She’d included the date of the last day she’d seen him. No one had admitted to encountering Emile or his parents since.
But Emile’s mother was from a different house. She’d been born into the house of the horse, a fact Catherine had never thought about much. Yet now, wearing the focal, the connection was obvious. She flipped back and forth between the pages of the boar and the pages of the horse, comparing both. Between them, there was a repeating location. Yes.
She removed the focal. An unpleasant sensation washed over her, as though the helmet and her mind were stretching each other thin as they pulled apart. When it was off, she felt a rush of dizziness and had to lie back on the couch cushions with her eyes closed. Nausea came next, scaring her for several minutes, but eventually all of the sensations passed. After a time, when she was able to get to her feet, she returned the helmet and the journal to the safe they’d installed under a cabinet in the bathroom. Then she carefully crawled into bed.
Archie was sound asleep after a particularly grueling practice session that afternoon.
“Archie,” she whispered. She shook his shoulder lightly.
Instantly he woke. His hand came out to touch her belly, and his eyes searched hers. “What is it? Are you all right? Did something happen?” he asked.
She shook her head. “I’m fine.”
“You sure?”
As if on cue, the baby moved beneath Archie’s warm hand. He lay back on his pillow, looking relieved, and she settled next to him.
“I might know where Emile’s parents are,” she said.
“Who?” he was already drifting back to sleep.
“Emile, the apprentice who disappeared from the estate.”
He struggled to get his eyes open. “Right, him. From the estate.”
“His parents disappeared too, but maybe they’re just hiding.” She moved her chin onto his shoulder and whispered, “Maybe there are still a lot of Seekers around, hiding, waiting for the right person to find them. I think there’s somewhere we can check.” She was aware that her excitement on this topic was strangely intense, as though her natural reaction was being magnified by her use of the focal.
“We can’t go anywhere until after the baby comes…” he murmured.
“There hasn’t been any bleeding for two months, Archie. The baby’s all right. I’m all right.”
“Catherine…”
“It’s not too far. We shouldn’t wait. What if I’m right but they don’t stay in this place for much longer? I might not find them again.”
She heard Archie sigh beside her, obviously exhausted. He slid his hand across her belly and moved closer.
“Suppose you find them,” he murmured. “How do you imagine this search of yours will end?”
“I’ll know what happened to Emile. And that might tell me what’s happened to everyone else.”

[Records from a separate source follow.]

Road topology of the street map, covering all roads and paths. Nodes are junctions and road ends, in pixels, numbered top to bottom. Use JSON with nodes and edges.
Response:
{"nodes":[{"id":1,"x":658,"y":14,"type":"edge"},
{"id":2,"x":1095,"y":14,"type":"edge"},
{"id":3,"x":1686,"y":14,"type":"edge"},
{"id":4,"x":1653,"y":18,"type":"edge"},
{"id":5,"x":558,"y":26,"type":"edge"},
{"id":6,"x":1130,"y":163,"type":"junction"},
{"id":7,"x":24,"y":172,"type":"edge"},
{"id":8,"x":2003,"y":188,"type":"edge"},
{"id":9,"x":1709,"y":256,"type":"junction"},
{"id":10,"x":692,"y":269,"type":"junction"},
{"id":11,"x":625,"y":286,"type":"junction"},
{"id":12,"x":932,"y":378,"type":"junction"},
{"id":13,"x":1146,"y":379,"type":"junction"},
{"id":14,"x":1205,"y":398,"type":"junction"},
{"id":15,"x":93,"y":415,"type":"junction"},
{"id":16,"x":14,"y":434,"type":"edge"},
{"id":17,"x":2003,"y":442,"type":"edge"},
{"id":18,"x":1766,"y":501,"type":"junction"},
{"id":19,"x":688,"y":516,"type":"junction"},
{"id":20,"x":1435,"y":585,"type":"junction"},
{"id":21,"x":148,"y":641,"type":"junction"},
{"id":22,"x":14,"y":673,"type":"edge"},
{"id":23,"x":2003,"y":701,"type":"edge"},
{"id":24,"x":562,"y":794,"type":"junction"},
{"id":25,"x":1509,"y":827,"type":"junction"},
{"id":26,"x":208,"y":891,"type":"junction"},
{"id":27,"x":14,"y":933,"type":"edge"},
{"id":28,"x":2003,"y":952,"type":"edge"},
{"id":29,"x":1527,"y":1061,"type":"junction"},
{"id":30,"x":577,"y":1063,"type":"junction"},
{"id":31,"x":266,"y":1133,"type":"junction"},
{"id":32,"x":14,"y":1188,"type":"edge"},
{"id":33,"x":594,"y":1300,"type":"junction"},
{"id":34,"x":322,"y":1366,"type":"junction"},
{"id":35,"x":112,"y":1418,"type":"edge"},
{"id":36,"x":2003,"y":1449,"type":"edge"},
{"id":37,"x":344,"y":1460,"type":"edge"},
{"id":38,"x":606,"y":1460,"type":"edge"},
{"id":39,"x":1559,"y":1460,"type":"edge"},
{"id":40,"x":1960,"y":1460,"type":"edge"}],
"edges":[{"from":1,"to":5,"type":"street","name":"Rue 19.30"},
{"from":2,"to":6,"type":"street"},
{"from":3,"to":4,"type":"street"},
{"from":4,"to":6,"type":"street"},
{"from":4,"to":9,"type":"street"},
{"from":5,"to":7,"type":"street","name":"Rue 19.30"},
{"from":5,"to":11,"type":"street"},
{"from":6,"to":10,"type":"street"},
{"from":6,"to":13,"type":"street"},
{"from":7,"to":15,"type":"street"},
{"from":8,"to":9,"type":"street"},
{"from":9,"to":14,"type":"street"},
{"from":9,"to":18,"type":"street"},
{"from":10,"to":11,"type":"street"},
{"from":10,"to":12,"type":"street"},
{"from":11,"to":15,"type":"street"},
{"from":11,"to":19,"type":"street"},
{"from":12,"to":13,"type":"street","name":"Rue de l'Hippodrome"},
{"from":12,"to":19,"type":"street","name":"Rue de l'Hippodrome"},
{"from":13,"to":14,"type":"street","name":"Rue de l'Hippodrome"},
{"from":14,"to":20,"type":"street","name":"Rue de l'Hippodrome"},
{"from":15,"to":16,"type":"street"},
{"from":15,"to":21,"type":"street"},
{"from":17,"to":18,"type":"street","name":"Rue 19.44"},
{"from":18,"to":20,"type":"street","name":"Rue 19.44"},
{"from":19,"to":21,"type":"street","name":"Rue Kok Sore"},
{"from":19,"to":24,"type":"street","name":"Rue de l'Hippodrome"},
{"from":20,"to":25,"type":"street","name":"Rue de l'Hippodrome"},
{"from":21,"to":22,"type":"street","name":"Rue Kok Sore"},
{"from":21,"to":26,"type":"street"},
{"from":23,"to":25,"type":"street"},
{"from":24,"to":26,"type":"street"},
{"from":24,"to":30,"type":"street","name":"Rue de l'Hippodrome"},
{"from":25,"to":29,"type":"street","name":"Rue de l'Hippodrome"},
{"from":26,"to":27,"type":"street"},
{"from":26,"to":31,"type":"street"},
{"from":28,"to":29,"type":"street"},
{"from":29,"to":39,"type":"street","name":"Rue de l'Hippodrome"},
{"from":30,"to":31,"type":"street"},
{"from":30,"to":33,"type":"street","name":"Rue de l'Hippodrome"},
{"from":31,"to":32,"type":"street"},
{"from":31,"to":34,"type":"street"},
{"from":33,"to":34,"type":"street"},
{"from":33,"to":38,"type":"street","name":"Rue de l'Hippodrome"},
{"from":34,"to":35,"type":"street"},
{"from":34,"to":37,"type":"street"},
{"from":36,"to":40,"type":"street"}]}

“What would you do if you knew that?”
Catherine took a slow breath. She didn’t want to say her most private thoughts out loud—it felt as though the mere sound of them in the air could somehow call attention to what she was doing or jinx her search. Or more precisely, it felt as though whatever murderous Seeker mind she had unwittingly connected with, back when she’d found the athame hidden on Mont Saint-Michel, would be drawn directly to her if she formulated her deepest wishes into words. The memory of that strange connection always made her shiver. Whose mind had that been, with its cold, unpleasant, and ruthless thoughts?
But this was Archie, and she wanted to tell him, even if the telling felt dangerous. “Seekers are the ones killing each other, but the Middle Dread has allowed it to happen,” she explained quietly. “And a long time ago he did many bad things. He even killed a Young Dread.”
“So at the end of your search, you want to kill him?”
“No.” Strangely, she realized, that idea had never even occurred to her. The Middle Dread, regardless of his faults, was a Dread, and she was a Seeker. The idea of murdering him went against her basic principles.
“Then what?” Archie pressed. He still sounded half-asleep, but she could tell she had his full attention.
“I don’t want to say,” she whispered.
“Why not?”
“It’s private.”
He laughed against her shoulder. “All right, then.”
“You’ll make fun of me, like my parents did.”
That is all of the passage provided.